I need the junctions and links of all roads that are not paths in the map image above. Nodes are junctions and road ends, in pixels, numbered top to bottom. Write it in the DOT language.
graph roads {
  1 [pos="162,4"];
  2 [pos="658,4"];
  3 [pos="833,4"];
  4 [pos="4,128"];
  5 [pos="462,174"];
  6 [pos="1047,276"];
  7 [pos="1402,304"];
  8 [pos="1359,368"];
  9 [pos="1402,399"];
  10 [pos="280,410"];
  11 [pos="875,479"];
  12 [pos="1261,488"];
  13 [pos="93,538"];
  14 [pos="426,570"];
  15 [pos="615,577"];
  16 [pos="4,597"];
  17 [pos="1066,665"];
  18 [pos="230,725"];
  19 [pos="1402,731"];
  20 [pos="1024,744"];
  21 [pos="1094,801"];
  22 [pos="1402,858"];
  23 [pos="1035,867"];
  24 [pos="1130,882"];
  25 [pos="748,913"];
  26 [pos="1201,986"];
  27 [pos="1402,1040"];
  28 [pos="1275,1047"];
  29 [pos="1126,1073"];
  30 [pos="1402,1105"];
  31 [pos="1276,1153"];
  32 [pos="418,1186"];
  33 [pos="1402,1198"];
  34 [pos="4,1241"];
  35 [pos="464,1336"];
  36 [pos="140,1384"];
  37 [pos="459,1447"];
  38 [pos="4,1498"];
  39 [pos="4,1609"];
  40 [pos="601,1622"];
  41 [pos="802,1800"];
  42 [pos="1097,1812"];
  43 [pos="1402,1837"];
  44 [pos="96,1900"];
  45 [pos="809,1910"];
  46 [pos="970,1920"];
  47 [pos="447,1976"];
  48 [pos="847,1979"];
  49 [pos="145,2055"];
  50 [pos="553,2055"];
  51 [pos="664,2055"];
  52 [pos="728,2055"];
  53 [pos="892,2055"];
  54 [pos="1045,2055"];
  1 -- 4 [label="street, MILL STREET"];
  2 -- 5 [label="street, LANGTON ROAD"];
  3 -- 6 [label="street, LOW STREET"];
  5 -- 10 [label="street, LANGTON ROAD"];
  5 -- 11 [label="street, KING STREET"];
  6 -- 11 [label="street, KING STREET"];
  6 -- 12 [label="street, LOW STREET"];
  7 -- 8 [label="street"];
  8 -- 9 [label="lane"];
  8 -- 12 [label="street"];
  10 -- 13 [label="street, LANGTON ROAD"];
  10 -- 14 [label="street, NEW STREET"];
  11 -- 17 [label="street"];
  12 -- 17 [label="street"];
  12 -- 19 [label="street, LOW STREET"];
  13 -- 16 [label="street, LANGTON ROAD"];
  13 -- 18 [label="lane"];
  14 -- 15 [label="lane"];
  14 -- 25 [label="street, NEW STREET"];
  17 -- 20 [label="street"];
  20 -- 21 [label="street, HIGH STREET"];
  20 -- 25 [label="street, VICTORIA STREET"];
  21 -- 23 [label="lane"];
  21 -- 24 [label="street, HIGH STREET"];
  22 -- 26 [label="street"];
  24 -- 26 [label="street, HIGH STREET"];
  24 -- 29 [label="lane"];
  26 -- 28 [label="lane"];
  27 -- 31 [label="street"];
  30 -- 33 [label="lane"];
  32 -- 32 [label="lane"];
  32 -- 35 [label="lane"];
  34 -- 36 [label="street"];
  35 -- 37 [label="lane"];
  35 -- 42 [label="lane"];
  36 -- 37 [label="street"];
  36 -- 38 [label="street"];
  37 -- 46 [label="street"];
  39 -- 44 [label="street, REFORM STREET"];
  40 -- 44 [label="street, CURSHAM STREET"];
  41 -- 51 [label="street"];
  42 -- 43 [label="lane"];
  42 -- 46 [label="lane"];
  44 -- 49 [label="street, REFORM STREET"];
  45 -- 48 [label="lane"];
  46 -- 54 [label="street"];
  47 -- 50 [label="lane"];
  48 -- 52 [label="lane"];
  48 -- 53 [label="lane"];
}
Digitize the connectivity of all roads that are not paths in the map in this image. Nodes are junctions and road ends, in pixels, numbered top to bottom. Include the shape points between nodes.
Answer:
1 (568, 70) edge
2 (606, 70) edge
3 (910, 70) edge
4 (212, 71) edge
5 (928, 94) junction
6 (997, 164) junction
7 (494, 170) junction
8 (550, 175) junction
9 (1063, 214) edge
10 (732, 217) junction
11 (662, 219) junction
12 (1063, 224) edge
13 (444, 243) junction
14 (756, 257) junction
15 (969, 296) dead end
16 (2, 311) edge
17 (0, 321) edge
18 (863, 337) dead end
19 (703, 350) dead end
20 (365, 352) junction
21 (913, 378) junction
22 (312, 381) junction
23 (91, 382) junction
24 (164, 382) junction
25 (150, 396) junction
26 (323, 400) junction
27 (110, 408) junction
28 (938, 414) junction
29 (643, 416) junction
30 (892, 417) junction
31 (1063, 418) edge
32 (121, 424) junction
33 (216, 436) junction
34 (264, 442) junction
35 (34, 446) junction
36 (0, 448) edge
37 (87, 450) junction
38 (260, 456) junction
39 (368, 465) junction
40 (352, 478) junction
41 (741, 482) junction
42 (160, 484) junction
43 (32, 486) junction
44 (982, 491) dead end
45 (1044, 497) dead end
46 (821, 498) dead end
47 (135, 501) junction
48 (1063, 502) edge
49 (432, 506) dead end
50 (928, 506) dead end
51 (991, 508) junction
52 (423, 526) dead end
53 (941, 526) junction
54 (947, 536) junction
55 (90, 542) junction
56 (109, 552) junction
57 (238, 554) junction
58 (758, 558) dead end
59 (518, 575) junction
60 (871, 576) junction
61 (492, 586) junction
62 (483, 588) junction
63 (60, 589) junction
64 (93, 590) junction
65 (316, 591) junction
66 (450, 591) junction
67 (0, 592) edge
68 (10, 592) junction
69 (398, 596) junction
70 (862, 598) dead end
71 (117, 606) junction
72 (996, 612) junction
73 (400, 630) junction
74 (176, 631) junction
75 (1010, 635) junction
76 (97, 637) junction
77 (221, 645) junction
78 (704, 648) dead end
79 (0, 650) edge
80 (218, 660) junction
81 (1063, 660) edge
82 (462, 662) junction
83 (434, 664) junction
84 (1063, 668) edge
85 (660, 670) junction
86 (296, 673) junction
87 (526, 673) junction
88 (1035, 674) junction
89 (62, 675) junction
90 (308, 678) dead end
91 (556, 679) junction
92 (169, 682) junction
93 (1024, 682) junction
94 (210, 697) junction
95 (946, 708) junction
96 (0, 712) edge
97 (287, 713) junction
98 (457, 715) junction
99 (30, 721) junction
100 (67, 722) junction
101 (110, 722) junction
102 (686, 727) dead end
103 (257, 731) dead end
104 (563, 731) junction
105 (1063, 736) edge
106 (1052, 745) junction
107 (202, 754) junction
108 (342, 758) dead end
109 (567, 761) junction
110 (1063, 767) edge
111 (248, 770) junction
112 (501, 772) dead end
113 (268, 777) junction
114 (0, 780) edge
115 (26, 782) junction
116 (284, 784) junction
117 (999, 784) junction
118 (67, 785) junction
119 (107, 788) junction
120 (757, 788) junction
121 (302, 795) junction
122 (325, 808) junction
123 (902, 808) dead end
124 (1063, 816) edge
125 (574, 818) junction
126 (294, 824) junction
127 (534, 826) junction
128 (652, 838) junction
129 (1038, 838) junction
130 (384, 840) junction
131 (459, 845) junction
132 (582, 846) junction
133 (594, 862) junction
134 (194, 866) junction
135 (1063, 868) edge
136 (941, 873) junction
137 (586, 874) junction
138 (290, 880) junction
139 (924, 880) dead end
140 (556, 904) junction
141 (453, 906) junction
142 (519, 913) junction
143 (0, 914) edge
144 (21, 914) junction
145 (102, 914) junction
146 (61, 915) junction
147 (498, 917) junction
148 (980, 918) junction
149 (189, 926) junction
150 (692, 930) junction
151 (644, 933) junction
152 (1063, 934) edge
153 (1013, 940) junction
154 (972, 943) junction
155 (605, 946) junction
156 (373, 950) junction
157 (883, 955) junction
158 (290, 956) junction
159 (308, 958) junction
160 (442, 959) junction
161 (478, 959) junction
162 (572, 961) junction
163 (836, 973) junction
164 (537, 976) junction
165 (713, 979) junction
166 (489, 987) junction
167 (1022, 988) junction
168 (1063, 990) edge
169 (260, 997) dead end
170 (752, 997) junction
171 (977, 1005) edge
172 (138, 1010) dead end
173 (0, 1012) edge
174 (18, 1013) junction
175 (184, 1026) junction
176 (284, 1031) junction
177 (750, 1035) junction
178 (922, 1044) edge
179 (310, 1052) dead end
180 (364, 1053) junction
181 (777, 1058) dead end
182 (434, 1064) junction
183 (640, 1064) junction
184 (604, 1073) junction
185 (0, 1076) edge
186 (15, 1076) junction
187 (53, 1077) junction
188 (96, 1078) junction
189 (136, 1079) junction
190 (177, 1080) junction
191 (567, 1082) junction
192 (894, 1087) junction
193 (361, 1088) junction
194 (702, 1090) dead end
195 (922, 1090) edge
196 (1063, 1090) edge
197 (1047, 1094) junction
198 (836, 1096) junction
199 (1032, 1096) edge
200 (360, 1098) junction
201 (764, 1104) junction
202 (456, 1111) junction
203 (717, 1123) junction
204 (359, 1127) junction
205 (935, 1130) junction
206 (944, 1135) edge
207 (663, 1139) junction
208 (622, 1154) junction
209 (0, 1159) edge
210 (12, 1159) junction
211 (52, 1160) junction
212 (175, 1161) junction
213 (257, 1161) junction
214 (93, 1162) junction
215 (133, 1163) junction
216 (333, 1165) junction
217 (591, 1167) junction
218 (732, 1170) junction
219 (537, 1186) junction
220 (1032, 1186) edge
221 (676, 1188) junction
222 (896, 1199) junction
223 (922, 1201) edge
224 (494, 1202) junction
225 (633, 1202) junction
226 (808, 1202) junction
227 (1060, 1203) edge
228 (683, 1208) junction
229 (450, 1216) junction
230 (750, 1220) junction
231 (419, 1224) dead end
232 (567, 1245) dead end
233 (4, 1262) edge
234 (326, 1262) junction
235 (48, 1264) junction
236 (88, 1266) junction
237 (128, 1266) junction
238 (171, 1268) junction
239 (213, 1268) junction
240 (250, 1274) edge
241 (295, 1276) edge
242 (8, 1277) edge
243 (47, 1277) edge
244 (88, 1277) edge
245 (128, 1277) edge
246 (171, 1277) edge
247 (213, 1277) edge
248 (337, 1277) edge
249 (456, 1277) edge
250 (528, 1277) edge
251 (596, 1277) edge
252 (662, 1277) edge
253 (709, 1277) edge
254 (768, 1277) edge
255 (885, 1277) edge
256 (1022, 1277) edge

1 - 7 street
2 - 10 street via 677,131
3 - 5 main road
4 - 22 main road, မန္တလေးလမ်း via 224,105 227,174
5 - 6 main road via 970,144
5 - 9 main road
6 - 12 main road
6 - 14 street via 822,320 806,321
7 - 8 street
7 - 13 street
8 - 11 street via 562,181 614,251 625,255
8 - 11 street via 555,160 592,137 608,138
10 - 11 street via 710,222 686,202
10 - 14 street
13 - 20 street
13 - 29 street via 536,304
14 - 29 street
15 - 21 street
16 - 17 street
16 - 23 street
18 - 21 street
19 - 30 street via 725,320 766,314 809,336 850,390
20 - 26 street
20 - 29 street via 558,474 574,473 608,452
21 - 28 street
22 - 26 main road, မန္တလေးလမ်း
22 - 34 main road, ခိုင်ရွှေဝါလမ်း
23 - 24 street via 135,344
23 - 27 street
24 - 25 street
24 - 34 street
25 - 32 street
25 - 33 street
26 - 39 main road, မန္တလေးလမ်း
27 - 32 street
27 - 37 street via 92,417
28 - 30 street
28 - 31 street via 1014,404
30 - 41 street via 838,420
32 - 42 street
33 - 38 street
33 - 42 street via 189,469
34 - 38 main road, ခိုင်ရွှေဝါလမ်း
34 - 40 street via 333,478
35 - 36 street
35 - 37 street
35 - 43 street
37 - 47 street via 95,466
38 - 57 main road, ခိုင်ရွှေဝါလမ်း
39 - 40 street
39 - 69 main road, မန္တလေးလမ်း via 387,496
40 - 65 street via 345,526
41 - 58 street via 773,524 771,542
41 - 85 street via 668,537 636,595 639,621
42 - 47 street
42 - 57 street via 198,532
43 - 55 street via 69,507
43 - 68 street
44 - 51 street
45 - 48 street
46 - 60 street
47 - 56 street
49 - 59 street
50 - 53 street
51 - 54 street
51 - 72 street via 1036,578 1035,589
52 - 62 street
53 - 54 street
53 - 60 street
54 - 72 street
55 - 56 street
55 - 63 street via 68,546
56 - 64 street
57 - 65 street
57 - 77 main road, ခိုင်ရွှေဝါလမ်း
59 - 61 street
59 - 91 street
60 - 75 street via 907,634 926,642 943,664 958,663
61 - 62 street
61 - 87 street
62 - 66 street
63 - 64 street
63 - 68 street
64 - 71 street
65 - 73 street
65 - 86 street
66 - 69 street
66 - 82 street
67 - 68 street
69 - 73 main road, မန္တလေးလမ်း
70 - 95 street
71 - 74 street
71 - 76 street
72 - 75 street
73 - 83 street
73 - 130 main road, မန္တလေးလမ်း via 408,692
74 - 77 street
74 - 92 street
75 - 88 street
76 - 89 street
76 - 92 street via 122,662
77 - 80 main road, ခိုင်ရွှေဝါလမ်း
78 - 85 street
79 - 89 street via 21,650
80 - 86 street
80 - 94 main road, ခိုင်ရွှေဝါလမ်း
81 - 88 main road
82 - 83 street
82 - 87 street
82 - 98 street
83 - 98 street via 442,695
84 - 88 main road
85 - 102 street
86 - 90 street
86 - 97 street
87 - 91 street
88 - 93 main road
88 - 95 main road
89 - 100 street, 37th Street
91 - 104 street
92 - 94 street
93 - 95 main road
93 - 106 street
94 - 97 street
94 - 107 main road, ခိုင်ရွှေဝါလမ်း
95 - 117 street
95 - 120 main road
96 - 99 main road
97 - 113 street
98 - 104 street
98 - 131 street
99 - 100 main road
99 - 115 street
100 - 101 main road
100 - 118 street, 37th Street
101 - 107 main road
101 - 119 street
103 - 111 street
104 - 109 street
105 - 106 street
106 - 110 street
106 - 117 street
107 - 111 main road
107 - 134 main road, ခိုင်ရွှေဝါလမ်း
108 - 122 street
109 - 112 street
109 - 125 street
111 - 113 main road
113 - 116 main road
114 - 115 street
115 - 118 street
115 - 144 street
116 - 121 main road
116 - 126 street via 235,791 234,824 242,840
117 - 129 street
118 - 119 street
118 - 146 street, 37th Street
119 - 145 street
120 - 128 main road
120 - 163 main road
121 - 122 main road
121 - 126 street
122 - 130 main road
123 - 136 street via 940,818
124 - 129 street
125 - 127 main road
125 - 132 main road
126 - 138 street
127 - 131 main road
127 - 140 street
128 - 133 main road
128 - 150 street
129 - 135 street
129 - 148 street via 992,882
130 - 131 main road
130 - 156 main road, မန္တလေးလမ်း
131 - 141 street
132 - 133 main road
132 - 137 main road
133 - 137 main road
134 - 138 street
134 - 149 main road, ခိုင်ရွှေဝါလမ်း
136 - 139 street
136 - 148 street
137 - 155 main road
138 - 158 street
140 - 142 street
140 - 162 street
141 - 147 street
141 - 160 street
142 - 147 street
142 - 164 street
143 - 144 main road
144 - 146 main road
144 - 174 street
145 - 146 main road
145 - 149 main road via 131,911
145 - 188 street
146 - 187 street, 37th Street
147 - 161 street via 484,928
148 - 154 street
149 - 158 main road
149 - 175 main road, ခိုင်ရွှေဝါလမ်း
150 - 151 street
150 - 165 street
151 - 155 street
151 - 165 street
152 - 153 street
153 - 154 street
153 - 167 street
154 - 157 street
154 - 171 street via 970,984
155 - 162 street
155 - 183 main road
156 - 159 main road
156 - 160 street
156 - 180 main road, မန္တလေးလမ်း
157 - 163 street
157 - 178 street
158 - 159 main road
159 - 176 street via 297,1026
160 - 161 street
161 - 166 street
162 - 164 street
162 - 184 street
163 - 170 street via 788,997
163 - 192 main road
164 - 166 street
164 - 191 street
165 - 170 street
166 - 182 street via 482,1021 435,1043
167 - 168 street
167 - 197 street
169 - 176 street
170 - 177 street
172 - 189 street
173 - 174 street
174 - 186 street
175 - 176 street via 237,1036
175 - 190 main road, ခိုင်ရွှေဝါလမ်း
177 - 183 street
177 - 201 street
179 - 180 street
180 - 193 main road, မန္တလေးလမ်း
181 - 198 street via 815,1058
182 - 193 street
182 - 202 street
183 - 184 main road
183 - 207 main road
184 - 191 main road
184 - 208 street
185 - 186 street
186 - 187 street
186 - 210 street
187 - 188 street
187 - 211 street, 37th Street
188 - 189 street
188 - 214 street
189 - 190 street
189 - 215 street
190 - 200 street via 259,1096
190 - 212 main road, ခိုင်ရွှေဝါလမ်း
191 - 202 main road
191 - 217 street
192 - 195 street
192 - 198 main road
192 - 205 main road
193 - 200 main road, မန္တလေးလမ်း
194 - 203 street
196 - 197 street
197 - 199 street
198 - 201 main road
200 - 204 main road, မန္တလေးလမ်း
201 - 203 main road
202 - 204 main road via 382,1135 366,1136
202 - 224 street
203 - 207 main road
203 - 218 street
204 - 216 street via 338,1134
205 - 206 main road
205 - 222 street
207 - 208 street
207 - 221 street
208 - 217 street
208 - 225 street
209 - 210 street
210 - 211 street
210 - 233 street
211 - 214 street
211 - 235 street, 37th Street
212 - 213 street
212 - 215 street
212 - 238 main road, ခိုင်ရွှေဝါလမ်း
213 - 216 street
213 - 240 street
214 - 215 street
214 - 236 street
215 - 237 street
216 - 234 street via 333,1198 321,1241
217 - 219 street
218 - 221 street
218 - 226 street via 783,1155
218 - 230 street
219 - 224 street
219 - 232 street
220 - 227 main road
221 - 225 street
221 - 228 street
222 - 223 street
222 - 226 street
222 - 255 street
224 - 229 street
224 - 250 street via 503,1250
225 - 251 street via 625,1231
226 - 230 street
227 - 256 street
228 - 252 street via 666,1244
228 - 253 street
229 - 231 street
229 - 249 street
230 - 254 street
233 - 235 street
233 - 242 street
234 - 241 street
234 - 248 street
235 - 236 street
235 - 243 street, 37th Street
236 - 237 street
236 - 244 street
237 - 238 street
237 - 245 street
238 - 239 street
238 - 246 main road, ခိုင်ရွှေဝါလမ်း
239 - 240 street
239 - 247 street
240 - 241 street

* [WORK ORDER] The expected result is every line above containing the string "LANGTON".

* [EXERCISE RESPONSE]
  2 -- 5 [label="street, LANGTON ROAD"];
  5 -- 10 [label="street, LANGTON ROAD"];
  10 -- 13 [label="street, LANGTON ROAD"];
  13 -- 16 [label="street, LANGTON ROAD"];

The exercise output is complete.